[DIRECTIONS FOR THIS TASK]
Reproduce the data exactly; no word may be added or dropped.

[INFORMATION SHOWN]

☆ ☆ ☆ ☆

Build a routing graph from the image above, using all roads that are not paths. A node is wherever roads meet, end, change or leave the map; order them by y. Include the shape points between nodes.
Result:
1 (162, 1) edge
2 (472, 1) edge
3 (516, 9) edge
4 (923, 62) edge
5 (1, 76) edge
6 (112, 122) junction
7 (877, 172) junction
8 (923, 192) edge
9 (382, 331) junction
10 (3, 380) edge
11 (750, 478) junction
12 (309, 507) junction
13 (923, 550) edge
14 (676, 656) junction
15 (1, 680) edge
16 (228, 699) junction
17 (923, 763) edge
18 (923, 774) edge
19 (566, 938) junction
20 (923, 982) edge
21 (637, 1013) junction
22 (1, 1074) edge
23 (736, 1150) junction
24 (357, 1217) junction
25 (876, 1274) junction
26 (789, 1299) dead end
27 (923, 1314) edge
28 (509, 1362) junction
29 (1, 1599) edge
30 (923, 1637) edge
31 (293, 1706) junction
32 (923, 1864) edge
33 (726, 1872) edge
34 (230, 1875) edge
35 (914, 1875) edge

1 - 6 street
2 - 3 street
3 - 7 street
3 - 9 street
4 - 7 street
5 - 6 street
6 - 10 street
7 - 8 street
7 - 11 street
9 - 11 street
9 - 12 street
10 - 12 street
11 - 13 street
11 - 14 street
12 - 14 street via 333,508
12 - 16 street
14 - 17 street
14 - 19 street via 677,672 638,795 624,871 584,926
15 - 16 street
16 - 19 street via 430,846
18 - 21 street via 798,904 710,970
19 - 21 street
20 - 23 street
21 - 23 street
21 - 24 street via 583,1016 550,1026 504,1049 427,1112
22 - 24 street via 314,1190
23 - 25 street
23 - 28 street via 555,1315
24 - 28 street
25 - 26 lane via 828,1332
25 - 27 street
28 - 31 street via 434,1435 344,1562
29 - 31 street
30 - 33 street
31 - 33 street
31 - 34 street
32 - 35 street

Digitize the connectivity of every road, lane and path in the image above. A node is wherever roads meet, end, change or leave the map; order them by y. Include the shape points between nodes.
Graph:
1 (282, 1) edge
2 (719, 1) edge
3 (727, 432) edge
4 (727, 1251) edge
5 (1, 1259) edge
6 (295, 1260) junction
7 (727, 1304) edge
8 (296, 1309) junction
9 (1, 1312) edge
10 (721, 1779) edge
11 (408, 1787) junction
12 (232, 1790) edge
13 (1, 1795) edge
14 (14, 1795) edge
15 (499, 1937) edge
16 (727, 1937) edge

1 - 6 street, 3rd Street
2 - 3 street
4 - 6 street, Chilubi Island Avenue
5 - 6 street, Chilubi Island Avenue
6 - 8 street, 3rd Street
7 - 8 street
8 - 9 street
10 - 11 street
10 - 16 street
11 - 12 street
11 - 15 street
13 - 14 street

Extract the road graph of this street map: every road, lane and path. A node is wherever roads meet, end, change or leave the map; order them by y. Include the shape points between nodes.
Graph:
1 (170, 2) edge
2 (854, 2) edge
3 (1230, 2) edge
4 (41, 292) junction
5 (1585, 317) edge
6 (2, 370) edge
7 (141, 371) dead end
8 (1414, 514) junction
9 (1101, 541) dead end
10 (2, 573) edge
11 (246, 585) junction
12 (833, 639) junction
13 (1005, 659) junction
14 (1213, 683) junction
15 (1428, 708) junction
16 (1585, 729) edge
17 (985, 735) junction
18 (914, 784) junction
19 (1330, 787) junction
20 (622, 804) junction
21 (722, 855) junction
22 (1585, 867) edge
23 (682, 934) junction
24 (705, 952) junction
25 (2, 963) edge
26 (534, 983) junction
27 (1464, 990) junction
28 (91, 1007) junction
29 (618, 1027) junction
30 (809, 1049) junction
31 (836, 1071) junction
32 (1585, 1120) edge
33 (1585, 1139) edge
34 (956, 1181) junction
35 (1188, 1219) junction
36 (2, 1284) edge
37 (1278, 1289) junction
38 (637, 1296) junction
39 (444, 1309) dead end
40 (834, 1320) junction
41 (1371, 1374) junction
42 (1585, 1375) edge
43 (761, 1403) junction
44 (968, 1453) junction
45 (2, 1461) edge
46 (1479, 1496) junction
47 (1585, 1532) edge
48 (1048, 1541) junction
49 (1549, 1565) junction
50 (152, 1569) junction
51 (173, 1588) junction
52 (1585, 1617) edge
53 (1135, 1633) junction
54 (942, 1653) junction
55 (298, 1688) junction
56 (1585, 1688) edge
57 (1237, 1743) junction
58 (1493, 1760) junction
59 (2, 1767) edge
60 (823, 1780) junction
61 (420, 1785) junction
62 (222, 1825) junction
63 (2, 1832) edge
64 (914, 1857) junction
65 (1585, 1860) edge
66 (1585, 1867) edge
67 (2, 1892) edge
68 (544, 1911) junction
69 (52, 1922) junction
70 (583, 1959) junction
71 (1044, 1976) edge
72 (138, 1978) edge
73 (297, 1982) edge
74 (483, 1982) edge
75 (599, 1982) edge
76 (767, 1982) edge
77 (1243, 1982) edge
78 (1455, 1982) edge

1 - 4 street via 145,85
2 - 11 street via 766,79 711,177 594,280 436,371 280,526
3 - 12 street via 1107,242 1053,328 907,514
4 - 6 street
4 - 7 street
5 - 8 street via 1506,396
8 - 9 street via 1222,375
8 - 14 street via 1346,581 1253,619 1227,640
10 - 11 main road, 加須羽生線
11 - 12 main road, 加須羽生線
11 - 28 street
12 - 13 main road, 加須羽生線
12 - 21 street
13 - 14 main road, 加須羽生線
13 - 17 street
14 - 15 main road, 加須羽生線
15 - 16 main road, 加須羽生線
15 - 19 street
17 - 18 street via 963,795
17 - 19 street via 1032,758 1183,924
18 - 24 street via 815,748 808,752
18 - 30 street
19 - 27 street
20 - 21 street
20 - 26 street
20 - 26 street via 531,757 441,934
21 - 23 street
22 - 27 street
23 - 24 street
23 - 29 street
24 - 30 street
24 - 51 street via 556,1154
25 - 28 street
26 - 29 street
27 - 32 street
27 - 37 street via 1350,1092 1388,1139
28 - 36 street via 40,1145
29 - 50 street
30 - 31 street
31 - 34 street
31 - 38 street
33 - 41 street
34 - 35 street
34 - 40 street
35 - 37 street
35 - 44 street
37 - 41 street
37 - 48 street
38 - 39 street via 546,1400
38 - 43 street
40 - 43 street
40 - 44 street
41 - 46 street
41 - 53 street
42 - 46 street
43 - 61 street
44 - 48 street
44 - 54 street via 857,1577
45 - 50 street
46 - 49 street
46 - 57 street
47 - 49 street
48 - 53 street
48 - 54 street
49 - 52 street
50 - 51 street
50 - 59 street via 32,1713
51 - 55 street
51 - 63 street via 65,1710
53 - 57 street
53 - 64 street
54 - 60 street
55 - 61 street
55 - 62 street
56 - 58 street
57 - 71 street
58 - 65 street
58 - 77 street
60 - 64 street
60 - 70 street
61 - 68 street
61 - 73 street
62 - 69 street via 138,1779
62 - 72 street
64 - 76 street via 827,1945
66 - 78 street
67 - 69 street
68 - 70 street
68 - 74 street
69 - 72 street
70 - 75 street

☆ ☆ ☆ ☆

[FINISHED EXERCISE]
Build a routing graph from the image above, using all roads that are not paths. A node is wherever roads meet, end, change or leave the map; order them by y. Include the shape points between nodes.
Result:
1 (162, 1) edge
2 (472, 1) edge
3 (516, 9) edge
4 (923, 62) edge
5 (1, 76) edge
6 (112, 122) junction
7 (877, 172) junction
8 (923, 192) edge
9 (382, 331) junction
10 (3, 380) edge
11 (750, 478) junction
12 (309, 507) junction
13 (923, 550) edge
14 (676, 656) junction
15 (1, 680) edge
16 (228, 699) junction
17 (923, 763) edge
18 (923, 774) edge
19 (566, 938) junction
20 (923, 982) edge
21 (637, 1013) junction
22 (1, 1074) edge
23 (736, 1150) junction
24 (357, 1217) junction
25 (876, 1274) junction
26 (789, 1299) dead end
27 (923, 1314) edge
28 (509, 1362) junction
29 (1, 1599) edge
30 (923, 1637) edge
31 (293, 1706) junction
32 (923, 1864) edge
33 (726, 1872) edge
34 (230, 1875) edge
35 (914, 1875) edge

1 - 6 street
2 - 3 street
3 - 7 street
3 - 9 street
4 - 7 street
5 - 6 street
6 - 10 street
7 - 8 street
7 - 11 street
9 - 11 street
9 - 12 street
10 - 12 street
11 - 13 street
11 - 14 street
12 - 14 street via 333,508
12 - 16 street
14 - 17 street
14 - 19 street via 677,672 638,795 624,871 584,926
15 - 16 street
16 - 19 street via 430,846
18 - 21 street via 798,904 710,970
19 - 21 street
20 - 23 street
21 - 23 street
21 - 24 street via 583,1016 550,1026 504,1049 427,1112
22 - 24 street via 314,1190
23 - 25 street
23 - 28 street via 555,1315
24 - 28 street
25 - 26 lane via 828,1332
25 - 27 street
28 - 31 street via 434,1435 344,1562
29 - 31 street
30 - 33 street
31 - 33 street
31 - 34 street
32 - 35 street

Digitize the connectivity of every road, lane and path in the image above. A node is wherever roads meet, end, change or leave the map; order them by y. Include the shape points between nodes.
Graph:
1 (282, 1) edge
2 (719, 1) edge
3 (727, 432) edge
4 (727, 1251) edge
5 (1, 1259) edge
6 (295, 1260) junction
7 (727, 1304) edge
8 (296, 1309) junction
9 (1, 1312) edge
10 (721, 1779) edge
11 (408, 1787) junction
12 (232, 1790) edge
13 (1, 1795) edge
14 (14, 1795) edge
15 (499, 1937) edge
16 (727, 1937) edge

1 - 6 street, 3rd Street
2 - 3 street
4 - 6 street, Chilubi Island Avenue
5 - 6 street, Chilubi Island Avenue
6 - 8 street, 3rd Street
7 - 8 street
8 - 9 street
10 - 11 street
10 - 16 street
11 - 12 street
11 - 15 street
13 - 14 street

Extract the road graph of this street map: every road, lane and path. A node is wherever roads meet, end, change or leave the map; order them by y. Include the shape points between nodes.
Graph:
1 (170, 2) edge
2 (854, 2) edge
3 (1230, 2) edge
4 (41, 292) junction
5 (1585, 317) edge
6 (2, 370) edge
7 (141, 371) dead end
8 (1414, 514) junction
9 (1101, 541) dead end
10 (2, 573) edge
11 (246, 585) junction
12 (833, 639) junction
13 (1005, 659) junction
14 (1213, 683) junction
15 (1428, 708) junction
16 (1585, 729) edge
17 (985, 735) junction
18 (914, 784) junction
19 (1330, 787) junction
20 (622, 804) junction
21 (722, 855) junction
22 (1585, 867) edge
23 (682, 934) junction
24 (705, 952) junction
25 (2, 963) edge
26 (534, 983) junction
27 (1464, 990) junction
28 (91, 1007) junction
29 (618, 1027) junction
30 (809, 1049) junction
31 (836, 1071) junction
32 (1585, 1120) edge
33 (1585, 1139) edge
34 (956, 1181) junction
35 (1188, 1219) junction
36 (2, 1284) edge
37 (1278, 1289) junction
38 (637, 1296) junction
39 (444, 1309) dead end
40 (834, 1320) junction
41 (1371, 1374) junction
42 (1585, 1375) edge
43 (761, 1403) junction
44 (968, 1453) junction
45 (2, 1461) edge
46 (1479, 1496) junction
47 (1585, 1532) edge
48 (1048, 1541) junction
49 (1549, 1565) junction
50 (152, 1569) junction
51 (173, 1588) junction
52 (1585, 1617) edge
53 (1135, 1633) junction
54 (942, 1653) junction
55 (298, 1688) junction
56 (1585, 1688) edge
57 (1237, 1743) junction
58 (1493, 1760) junction
59 (2, 1767) edge
60 (823, 1780) junction
61 (420, 1785) junction
62 (222, 1825) junction
63 (2, 1832) edge
64 (914, 1857) junction
65 (1585, 1860) edge
66 (1585, 1867) edge
67 (2, 1892) edge
68 (544, 1911) junction
69 (52, 1922) junction
70 (583, 1959) junction
71 (1044, 1976) edge
72 (138, 1978) edge
73 (297, 1982) edge
74 (483, 1982) edge
75 (599, 1982) edge
76 (767, 1982) edge
77 (1243, 1982) edge
78 (1455, 1982) edge

1 - 4 street via 145,85
2 - 11 street via 766,79 711,177 594,280 436,371 280,526
3 - 12 street via 1107,242 1053,328 907,514
4 - 6 street
4 - 7 street
5 - 8 street via 1506,396
8 - 9 street via 1222,375
8 - 14 street via 1346,581 1253,619 1227,640
10 - 11 main road, 加須羽生線
11 - 12 main road, 加須羽生線
11 - 28 street
12 - 13 main road, 加須羽生線
12 - 21 street
13 - 14 main road, 加須羽生線
13 - 17 street
14 - 15 main road, 加須羽生線
15 - 16 main road, 加須羽生線
15 - 19 street
17 - 18 street via 963,795
17 - 19 street via 1032,758 1183,924
18 - 24 street via 815,748 808,752
18 - 30 street
19 - 27 street
20 - 21 street
20 - 26 street
20 - 26 street via 531,757 441,934
21 - 23 street
22 - 27 street
23 - 24 street
23 - 29 street
24 - 30 street
24 - 51 street via 556,1154
25 - 28 street
26 - 29 street
27 - 32 street
27 - 37 street via 1350,1092 1388,1139
28 - 36 street via 40,1145
29 - 50 street
30 - 31 street
31 - 34 street
31 - 38 street
33 - 41 street
34 - 35 street
34 - 40 street
35 - 37 street
35 - 44 street
37 - 41 street
37 - 48 street
38 - 39 street via 546,1400
38 - 43 street
40 - 43 street
40 - 44 street
41 - 46 street
41 - 53 street
42 - 46 street
43 - 61 street
44 - 48 street
44 - 54 street via 857,1577
45 - 50 street
46 - 49 street
46 - 57 street
47 - 49 street
48 - 53 street
48 - 54 street
49 - 52 street
50 - 51 street
50 - 59 street via 32,1713
51 - 55 street
51 - 63 street via 65,1710
53 - 57 street
53 - 64 street
54 - 60 street
55 - 61 street
55 - 62 street
56 - 58 street
57 - 71 street
58 - 65 street
58 - 77 street
60 - 64 street
60 - 70 street
61 - 68 street
61 - 73 street
62 - 69 street via 138,1779
62 - 72 street
64 - 76 street via 827,1945
66 - 78 street
67 - 69 street
68 - 70 street
68 - 74 street
69 - 72 street
70 - 75 street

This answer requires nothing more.